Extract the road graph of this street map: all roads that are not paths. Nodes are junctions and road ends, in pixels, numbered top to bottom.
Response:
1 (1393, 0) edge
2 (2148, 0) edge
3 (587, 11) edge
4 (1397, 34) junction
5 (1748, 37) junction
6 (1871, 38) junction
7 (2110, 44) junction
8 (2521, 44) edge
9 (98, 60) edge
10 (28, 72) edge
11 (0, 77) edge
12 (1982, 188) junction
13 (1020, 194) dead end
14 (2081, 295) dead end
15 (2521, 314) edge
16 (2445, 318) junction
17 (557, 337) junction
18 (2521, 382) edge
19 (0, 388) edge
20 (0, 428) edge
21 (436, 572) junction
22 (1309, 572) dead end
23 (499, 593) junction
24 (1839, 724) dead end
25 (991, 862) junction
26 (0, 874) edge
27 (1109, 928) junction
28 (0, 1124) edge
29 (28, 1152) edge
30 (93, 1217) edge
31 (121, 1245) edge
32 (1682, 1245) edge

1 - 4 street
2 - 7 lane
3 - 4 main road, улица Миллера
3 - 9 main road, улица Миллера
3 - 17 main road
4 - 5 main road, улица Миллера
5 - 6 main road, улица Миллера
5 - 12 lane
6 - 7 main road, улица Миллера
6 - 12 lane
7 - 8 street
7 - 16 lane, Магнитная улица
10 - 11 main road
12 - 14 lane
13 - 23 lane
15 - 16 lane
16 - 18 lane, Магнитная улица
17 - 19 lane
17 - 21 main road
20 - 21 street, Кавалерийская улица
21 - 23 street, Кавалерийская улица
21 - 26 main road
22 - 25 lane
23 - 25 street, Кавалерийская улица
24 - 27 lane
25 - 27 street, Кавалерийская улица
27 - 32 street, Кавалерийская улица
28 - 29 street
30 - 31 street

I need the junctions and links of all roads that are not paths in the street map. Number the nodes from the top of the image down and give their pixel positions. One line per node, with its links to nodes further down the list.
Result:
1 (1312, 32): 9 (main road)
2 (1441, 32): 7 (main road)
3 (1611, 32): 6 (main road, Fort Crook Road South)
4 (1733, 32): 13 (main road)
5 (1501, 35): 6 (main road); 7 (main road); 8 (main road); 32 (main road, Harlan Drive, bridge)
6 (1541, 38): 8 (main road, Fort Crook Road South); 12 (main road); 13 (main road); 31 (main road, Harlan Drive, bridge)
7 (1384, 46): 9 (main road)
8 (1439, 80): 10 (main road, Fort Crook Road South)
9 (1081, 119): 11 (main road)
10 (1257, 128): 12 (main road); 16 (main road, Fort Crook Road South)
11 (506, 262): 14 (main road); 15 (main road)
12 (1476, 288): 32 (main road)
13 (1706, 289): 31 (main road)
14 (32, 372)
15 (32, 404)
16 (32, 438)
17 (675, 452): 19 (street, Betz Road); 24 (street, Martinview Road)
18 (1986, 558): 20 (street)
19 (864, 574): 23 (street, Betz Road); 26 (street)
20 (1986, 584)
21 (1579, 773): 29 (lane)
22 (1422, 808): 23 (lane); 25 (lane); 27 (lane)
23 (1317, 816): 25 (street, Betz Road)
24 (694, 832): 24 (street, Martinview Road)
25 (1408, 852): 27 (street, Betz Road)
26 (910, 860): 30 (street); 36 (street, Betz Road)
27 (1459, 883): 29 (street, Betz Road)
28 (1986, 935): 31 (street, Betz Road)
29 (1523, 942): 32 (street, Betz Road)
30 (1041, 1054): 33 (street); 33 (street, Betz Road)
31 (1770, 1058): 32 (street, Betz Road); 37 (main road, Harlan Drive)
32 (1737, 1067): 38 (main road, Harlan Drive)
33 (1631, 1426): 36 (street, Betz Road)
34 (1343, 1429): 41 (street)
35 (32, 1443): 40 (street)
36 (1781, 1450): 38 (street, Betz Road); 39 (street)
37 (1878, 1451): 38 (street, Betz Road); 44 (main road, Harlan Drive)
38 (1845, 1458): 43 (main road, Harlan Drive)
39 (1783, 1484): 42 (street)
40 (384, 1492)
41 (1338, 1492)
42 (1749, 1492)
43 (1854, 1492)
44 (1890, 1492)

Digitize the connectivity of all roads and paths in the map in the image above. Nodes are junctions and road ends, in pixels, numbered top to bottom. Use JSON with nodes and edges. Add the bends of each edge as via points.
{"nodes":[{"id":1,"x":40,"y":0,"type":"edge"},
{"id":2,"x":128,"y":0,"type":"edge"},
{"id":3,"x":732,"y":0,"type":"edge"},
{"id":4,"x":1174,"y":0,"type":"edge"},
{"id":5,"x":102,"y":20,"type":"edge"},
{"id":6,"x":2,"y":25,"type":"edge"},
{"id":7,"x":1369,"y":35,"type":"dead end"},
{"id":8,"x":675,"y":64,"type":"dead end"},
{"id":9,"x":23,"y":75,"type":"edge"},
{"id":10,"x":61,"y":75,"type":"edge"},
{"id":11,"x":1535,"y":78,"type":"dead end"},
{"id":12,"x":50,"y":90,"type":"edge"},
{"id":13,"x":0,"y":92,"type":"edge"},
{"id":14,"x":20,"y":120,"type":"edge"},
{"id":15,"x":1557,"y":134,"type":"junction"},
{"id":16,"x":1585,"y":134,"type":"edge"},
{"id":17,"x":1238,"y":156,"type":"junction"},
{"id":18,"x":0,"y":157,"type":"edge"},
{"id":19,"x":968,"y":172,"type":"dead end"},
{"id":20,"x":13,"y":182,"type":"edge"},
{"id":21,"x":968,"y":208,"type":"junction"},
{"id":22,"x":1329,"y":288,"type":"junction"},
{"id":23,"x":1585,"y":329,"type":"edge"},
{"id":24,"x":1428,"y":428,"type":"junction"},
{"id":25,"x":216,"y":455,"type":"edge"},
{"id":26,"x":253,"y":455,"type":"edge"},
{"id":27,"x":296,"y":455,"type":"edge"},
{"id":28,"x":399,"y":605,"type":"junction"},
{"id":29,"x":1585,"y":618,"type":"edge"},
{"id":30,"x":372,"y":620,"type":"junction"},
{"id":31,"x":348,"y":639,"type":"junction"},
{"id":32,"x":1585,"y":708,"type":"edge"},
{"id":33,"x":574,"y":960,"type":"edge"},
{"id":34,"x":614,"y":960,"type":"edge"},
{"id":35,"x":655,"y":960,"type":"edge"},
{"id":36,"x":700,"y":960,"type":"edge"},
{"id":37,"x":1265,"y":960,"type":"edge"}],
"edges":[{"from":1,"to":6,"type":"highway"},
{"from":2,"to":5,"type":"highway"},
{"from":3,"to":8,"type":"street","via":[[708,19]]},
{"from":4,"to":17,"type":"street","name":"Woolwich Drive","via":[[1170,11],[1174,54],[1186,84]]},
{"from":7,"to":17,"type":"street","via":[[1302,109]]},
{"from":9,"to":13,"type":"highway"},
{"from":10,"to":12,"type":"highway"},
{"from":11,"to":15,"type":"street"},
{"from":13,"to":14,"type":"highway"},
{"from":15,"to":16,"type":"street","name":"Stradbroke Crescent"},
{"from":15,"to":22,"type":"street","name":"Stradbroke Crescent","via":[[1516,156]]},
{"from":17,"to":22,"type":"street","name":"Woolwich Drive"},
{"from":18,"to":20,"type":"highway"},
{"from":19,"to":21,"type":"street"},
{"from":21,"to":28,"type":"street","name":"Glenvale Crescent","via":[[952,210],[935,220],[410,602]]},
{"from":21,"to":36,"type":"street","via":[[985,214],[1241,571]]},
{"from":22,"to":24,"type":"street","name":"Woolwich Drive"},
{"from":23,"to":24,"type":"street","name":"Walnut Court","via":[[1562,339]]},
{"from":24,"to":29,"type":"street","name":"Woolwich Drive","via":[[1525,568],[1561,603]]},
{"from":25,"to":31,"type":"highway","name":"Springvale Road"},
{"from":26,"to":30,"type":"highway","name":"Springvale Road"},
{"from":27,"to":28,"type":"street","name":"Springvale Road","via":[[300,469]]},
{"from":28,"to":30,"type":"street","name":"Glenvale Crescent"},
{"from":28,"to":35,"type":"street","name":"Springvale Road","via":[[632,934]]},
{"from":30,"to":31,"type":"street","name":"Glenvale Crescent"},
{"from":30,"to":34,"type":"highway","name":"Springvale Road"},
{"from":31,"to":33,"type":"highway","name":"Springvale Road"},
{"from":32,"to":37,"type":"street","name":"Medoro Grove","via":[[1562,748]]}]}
---
**What you will do**
Note how many lines in the data above have the string "dead" in them, and give that number by itself.

**Response**
8